With the cleaning out of this apartment a great many things are being thrown out. One of the concerns I have as this winnowing out continues, is whether or not the trash collectors will “accept” what I am putting out for disposal. In some ways the city is to be admired for its policies regarding trash management, recycling, and for its environmental awareness. But along with the good, I find room for questioning some of their reasoning. There seem to be some things they just won’t take away and I have to wonder what the implication is. Are there things we are not allowed to throw away? Almost two weeks ago I put out an assortment of unwanted cups, glasses and bowls, all properly bagged on the designated day. They remain in the trash enclosure today, untouched, passed over, rejected. I also noticed this morning that after three weeks of not being picked up, some old bedding is now tagged as ‘oversized trash,’ with a telephone number to call for pick up service. There is a $50 charge for pick up of each individual item of oversized trash. How are rolled and tied blankets seen as oversized? It strikes me as plain old burnable trash, hardly oversized.
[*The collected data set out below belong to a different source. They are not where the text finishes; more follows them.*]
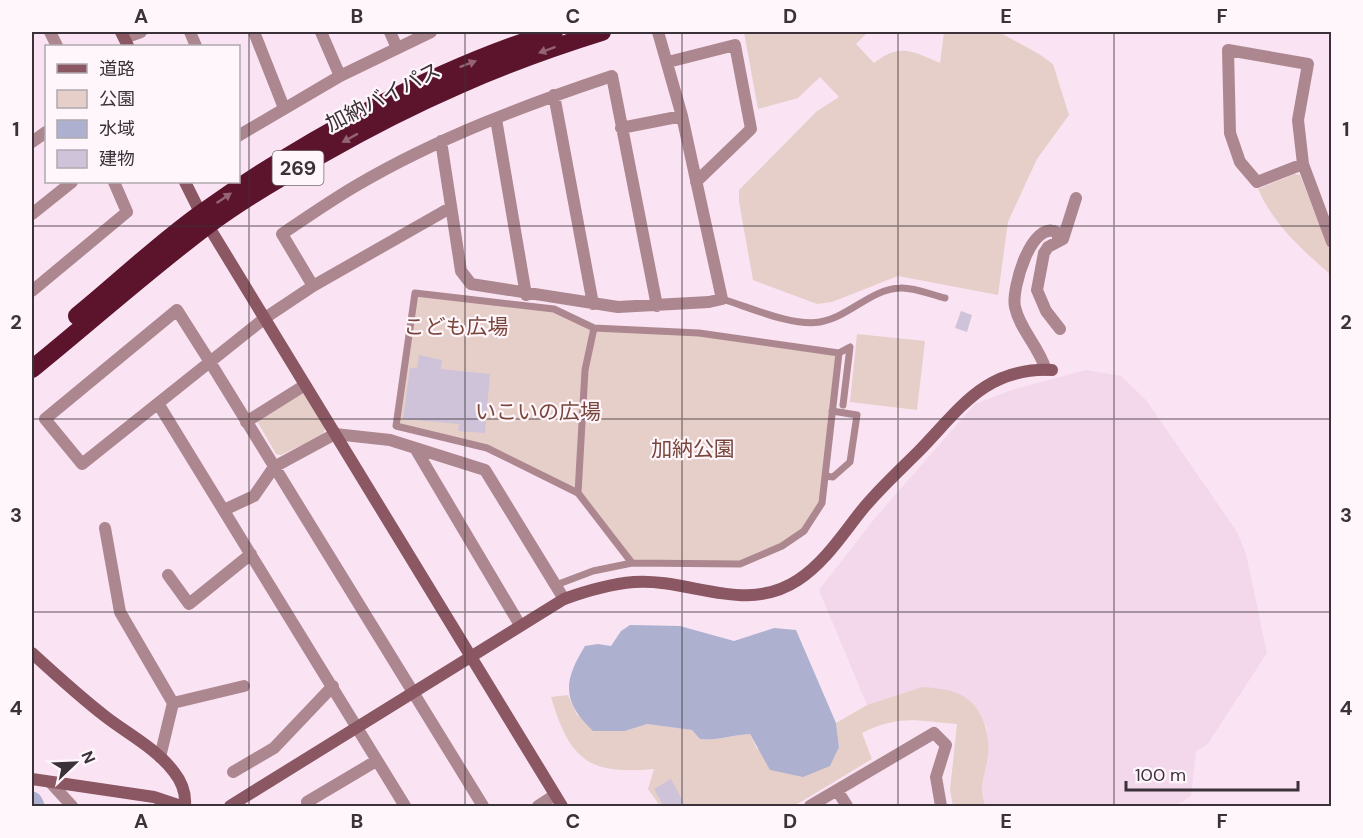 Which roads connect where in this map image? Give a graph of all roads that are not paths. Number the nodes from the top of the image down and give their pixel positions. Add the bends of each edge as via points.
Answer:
1 (141, 32) edge
2 (254, 32) edge
3 (321, 32) edge
4 (390, 32) edge
5 (431, 32) edge
6 (554, 32) edge
7 (602, 32) edge
8 (658, 32) edge
9 (125, 39) edge
10 (397, 48) junction
11 (668, 62) junction
12 (340, 76) junction
13 (554, 96) junction
14 (284, 108) junction
15 (682, 116) junction
16 (496, 118) junction
17 (621, 128) junction
18 (45, 133) edge
19 (240, 135) edge
20 (441, 141) junction
21 (32, 142) edge
22 (1303, 164) junction
23 (696, 182) junction
24 (71, 183) edge
25 (114, 183) edge
26 (186, 183) edge
27 (1076, 198) dead end
28 (450, 208) junction
29 (32, 214) edge
30 (205, 219) junction
31 (1058, 241) junction
32 (1332, 242) edge
33 (313, 286) junction
34 (32, 291) edge
35 (526, 295) junction
36 (945, 298) dead end
37 (722, 299) junction
38 (593, 304) junction
39 (657, 306) junction
40 (265, 318) junction
41 (594, 328) junction
42 (1060, 329) dead end
43 (839, 353) junction
44 (32, 354) edge
45 (210, 362) junction
46 (837, 367) junction
47 (847, 368) junction
48 (32, 369) edge
49 (305, 385) junction
50 (159, 405) junction
51 (843, 405) dead end
52 (832, 411) junction
53 (246, 422) junction
54 (335, 434) junction
55 (415, 448) junction
56 (274, 466) junction
57 (825, 476) junction
58 (578, 493) junction
59 (224, 510) junction
60 (105, 528) dead end
61 (251, 554) junction
62 (632, 563) junction
63 (168, 575) dead end
64 (556, 585) junction
65 (564, 599) junction
66 (520, 625) junction
67 (32, 653) edge
68 (471, 657) junction
69 (244, 686) dead end
70 (333, 686) junction
71 (413, 692) junction
72 (173, 703) junction
73 (358, 726) junction
74 (160, 757) junction
75 (376, 761) junction
76 (233, 772) dead end
77 (32, 779) edge
78 (48, 781) junction
79 (837, 790) junction
80 (555, 795) junction
81 (72, 807) edge
82 (183, 807) edge
83 (230, 807) edge
84 (309, 807) edge
85 (405, 807) edge
86 (483, 807) edge
87 (538, 807) edge
88 (562, 807) edge
89 (810, 807) edge
90 (848, 807) edge
91 (941, 807) edge

1 - 9 street
2 - 14 street
3 - 12 street
4 - 10 street
5 - 10 street
30 -> 6 highway, 加納バイパス / 269 via 285,156 450,71
7 -> 30 highway, 加納バイパス / 269 via 549,48 395,113
8 - 11 street
10 - 12 street
11 - 15 street
11 - 23 street via 735,45 751,129
12 - 14 street
13 - 16 street
13 - 17 street via 612,76
13 - 38 street
14 - 19 street
15 - 17 street
15 - 23 street
16 - 20 street
16 - 35 street
17 - 39 street
18 - 21 street
20 - 28 street
20 - 33 street via 359,184 282,234
22 - 22 street via 1257,183 1240,162 1230,133 1228,50 1308,64 1298,120
22 - 32 street
23 - 37 street
24 - 29 street
25 - 34 street via 128,212
26 - 30 street
27 - 31 street via 1063,239
28 - 33 street
28 - 35 street via 461,271 471,284
30 - 40 street
30 - 44 highway, 加納バイパス / 269
30 - 48 highway, 加納バイパス / 269
31 - 42 street via 1044,253 1037,291
31 - 65 street via 1058,233 1053,230 1036,236 1017,284 1014,304 1019,322 1049,370 1030,370 990,383 956,409 875,495 817,566 779,590 761,595 636,582
33 - 40 street
35 - 38 street
36 - 37 lane via 903,288 885,290 846,313 822,322 804,323
37 - 39 street
38 - 39 street
40 - 45 street
40 - 49 street
41 - 43 lane via 699,333
41 - 58 lane via 585,370
41 - 58 lane via 554,309 415,293 396,426 487,448
43 - 46 lane
43 - 47 lane via 850,347
45 - 50 street
45 - 50 street via 177,310 45,419 82,464
45 - 53 street
46 - 47 lane
46 - 52 lane
47 - 51 lane
49 - 53 street
49 - 54 street
50 - 59 street
52 - 57 lane
52 - 57 lane via 857,415 850,462 833,477
53 - 56 street
54 - 55 street via 390,440
54 - 56 street
54 - 68 street
55 - 64 street via 485,470
55 - 66 street
56 - 59 street via 254,496
56 - 71 street
57 - 62 lane via 822,503 804,531 782,546 740,564
58 - 62 lane
59 - 61 street
60 - 72 street via 120,612
61 - 63 street via 189,604
61 - 70 street
62 - 64 lane via 592,571
64 - 65 street
65 - 66 street
66 - 68 street
67 - 74 street via 98,711
68 - 71 street
68 - 80 street
69 - 72 street
70 - 73 street
70 - 76 street via 274,748
71 - 73 street
71 - 86 street
72 - 74 street
73 - 75 street
73 - 83 street
74 - 82 street via 186,794
75 - 84 street via 307,802
75 - 85 street
77 - 78 street
78 - 81 street
78 - 82 street via 154,797
79 - 89 street
79 - 90 street
79 - 91 street via 934,733 946,745 936,777
80 - 87 street
80 - 88 street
One concern I had was over the large number of books that had to be disposed of. Throughout the long process of weeding out my collection of books, the idea of throwing out books—and so many of them—has troubled me. So, what are the alternatives? Give them away? 95% of them are in English and hard to pass off. Give them to the library? The library doesn’t want them. Sell them? That requires renting a truck to haul the thirty-three boxes to Kanda, where one of the used bookstores might buy them. The problem is, I don’t have the time for any of these alternatives, and so I’m left with the prickly solution of throwing the books away.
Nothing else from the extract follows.